> **What the exercise asks**:
Please set down the listing exactly, from the first line to the last.
========
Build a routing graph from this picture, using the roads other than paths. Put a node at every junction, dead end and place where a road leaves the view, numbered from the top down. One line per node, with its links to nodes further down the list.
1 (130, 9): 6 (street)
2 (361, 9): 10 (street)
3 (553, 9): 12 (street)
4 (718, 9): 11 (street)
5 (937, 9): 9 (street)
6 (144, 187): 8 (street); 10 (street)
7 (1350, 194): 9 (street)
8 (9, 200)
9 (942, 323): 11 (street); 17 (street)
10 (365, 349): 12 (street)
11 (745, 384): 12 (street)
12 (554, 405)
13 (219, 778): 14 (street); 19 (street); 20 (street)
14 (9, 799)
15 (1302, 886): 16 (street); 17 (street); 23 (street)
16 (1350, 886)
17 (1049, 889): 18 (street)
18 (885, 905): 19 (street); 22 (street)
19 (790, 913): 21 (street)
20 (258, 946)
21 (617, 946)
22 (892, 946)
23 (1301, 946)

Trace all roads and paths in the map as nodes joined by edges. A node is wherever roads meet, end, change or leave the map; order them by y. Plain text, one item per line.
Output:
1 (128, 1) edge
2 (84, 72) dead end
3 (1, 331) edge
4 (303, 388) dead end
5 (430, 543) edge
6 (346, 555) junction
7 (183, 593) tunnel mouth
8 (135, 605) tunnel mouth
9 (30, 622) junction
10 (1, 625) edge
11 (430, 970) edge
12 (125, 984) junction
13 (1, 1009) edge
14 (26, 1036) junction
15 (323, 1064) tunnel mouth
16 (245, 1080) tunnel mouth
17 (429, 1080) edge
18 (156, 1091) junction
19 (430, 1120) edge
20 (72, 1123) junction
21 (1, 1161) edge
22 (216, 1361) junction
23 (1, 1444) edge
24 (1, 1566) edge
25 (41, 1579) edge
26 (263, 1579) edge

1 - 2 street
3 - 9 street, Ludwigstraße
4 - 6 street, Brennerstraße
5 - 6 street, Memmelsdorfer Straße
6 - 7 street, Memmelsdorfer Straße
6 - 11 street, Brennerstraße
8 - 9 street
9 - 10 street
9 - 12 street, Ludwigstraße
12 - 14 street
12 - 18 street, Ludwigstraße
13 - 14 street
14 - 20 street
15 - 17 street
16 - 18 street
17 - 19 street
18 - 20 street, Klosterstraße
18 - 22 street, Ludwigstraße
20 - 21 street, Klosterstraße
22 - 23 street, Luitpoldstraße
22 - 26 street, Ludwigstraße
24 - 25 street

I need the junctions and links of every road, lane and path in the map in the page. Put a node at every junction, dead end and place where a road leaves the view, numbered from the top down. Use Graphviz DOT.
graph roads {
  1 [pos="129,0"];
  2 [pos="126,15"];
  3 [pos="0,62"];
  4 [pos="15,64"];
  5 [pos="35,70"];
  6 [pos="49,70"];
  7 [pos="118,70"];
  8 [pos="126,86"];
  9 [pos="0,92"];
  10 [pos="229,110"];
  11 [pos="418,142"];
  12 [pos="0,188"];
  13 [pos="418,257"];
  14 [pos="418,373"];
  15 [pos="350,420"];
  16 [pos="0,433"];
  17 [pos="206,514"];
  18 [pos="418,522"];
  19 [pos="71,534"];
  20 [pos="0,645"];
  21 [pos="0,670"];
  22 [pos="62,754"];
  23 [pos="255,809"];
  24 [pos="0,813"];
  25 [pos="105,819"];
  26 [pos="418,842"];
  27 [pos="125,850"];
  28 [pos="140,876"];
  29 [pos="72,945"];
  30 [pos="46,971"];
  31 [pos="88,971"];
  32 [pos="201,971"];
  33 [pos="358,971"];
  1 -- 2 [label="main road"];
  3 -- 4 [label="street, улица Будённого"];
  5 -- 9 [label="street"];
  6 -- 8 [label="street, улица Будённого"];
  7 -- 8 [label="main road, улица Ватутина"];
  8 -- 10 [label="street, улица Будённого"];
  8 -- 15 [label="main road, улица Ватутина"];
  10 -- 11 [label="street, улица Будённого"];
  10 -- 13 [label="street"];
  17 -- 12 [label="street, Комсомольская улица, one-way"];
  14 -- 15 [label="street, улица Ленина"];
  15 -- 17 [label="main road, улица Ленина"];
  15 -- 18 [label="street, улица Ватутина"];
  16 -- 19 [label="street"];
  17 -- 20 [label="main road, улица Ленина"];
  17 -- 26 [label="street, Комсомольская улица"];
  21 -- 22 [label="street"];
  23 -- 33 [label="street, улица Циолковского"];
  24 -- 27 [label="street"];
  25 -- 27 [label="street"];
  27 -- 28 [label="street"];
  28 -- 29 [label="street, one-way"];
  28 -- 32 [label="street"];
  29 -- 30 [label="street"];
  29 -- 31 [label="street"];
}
========
> **Exercise output**:
Build a routing graph from this picture, using the roads other than paths. Put a node at every junction, dead end and place where a road leaves the view, numbered from the top down. One line per node, with its links to nodes further down the list.
1 (130, 9): 6 (street)
2 (361, 9): 10 (street)
3 (553, 9): 12 (street)
4 (718, 9): 11 (street)
5 (937, 9): 9 (street)
6 (144, 187): 8 (street); 10 (street)
7 (1350, 194): 9 (street)
8 (9, 200)
9 (942, 323): 11 (street); 17 (street)
10 (365, 349): 12 (street)
11 (745, 384): 12 (street)
12 (554, 405)
13 (219, 778): 14 (street); 19 (street); 20 (street)
14 (9, 799)
15 (1302, 886): 16 (street); 17 (street); 23 (street)
16 (1350, 886)
17 (1049, 889): 18 (street)
18 (885, 905): 19 (street); 22 (street)
19 (790, 913): 21 (street)
20 (258, 946)
21 (617, 946)
22 (892, 946)
23 (1301, 946)

Trace all roads and paths in the map as nodes joined by edges. A node is wherever roads meet, end, change or leave the map; order them by y. Plain text, one item per line.
Output:
1 (128, 1) edge
2 (84, 72) dead end
3 (1, 331) edge
4 (303, 388) dead end
5 (430, 543) edge
6 (346, 555) junction
7 (183, 593) tunnel mouth
8 (135, 605) tunnel mouth
9 (30, 622) junction
10 (1, 625) edge
11 (430, 970) edge
12 (125, 984) junction
13 (1, 1009) edge
14 (26, 1036) junction
15 (323, 1064) tunnel mouth
16 (245, 1080) tunnel mouth
17 (429, 1080) edge
18 (156, 1091) junction
19 (430, 1120) edge
20 (72, 1123) junction
21 (1, 1161) edge
22 (216, 1361) junction
23 (1, 1444) edge
24 (1, 1566) edge
25 (41, 1579) edge
26 (263, 1579) edge

1 - 2 street
3 - 9 street, Ludwigstraße
4 - 6 street, Brennerstraße
5 - 6 street, Memmelsdorfer Straße
6 - 7 street, Memmelsdorfer Straße
6 - 11 street, Brennerstraße
8 - 9 street
9 - 10 street
9 - 12 street, Ludwigstraße
12 - 14 street
12 - 18 street, Ludwigstraße
13 - 14 street
14 - 20 street
15 - 17 street
16 - 18 street
17 - 19 street
18 - 20 street, Klosterstraße
18 - 22 street, Ludwigstraße
20 - 21 street, Klosterstraße
22 - 23 street, Luitpoldstraße
22 - 26 street, Ludwigstraße
24 - 25 street

I need the junctions and links of every road, lane and path in the map in the page. Put a node at every junction, dead end and place where a road leaves the view, numbered from the top down. Use Graphviz DOT.
graph roads {
  1 [pos="129,0"];
  2 [pos="126,15"];
  3 [pos="0,62"];
  4 [pos="15,64"];
  5 [pos="35,70"];
  6 [pos="49,70"];
  7 [pos="118,70"];
  8 [pos="126,86"];
  9 [pos="0,92"];
  10 [pos="229,110"];
  11 [pos="418,142"];
  12 [pos="0,188"];
  13 [pos="418,257"];
  14 [pos="418,373"];
  15 [pos="350,420"];
  16 [pos="0,433"];
  17 [pos="206,514"];
  18 [pos="418,522"];
  19 [pos="71,534"];
  20 [pos="0,645"];
  21 [pos="0,670"];
  22 [pos="62,754"];
  23 [pos="255,809"];
  24 [pos="0,813"];
  25 [pos="105,819"];
  26 [pos="418,842"];
  27 [pos="125,850"];
  28 [pos="140,876"];
  29 [pos="72,945"];
  30 [pos="46,971"];
  31 [pos="88,971"];
  32 [pos="201,971"];
  33 [pos="358,971"];
  1 -- 2 [label="main road"];
  3 -- 4 [label="street, улица Будённого"];
  5 -- 9 [label="street"];
  6 -- 8 [label="street, улица Будённого"];
  7 -- 8 [label="main road, улица Ватутина"];
  8 -- 10 [label="street, улица Будённого"];
  8 -- 15 [label="main road, улица Ватутина"];
  10 -- 11 [label="street, улица Будённого"];
  10 -- 13 [label="street"];
  17 -- 12 [label="street, Комсомольская улица, one-way"];
  14 -- 15 [label="street, улица Ленина"];
  15 -- 17 [label="main road, улица Ленина"];
  15 -- 18 [label="street, улица Ватутина"];
  16 -- 19 [label="street"];
  17 -- 20 [label="main road, улица Ленина"];
  17 -- 26 [label="street, Комсомольская улица"];
  21 -- 22 [label="street"];
  23 -- 33 [label="street, улица Циолковского"];
  24 -- 27 [label="street"];
  25 -- 27 [label="street"];
  27 -- 28 [label="street"];
  28 -- 29 [label="street, one-way"];
  28 -- 32 [label="street"];
  29 -- 30 [label="street"];
  29 -- 31 [label="street"];
}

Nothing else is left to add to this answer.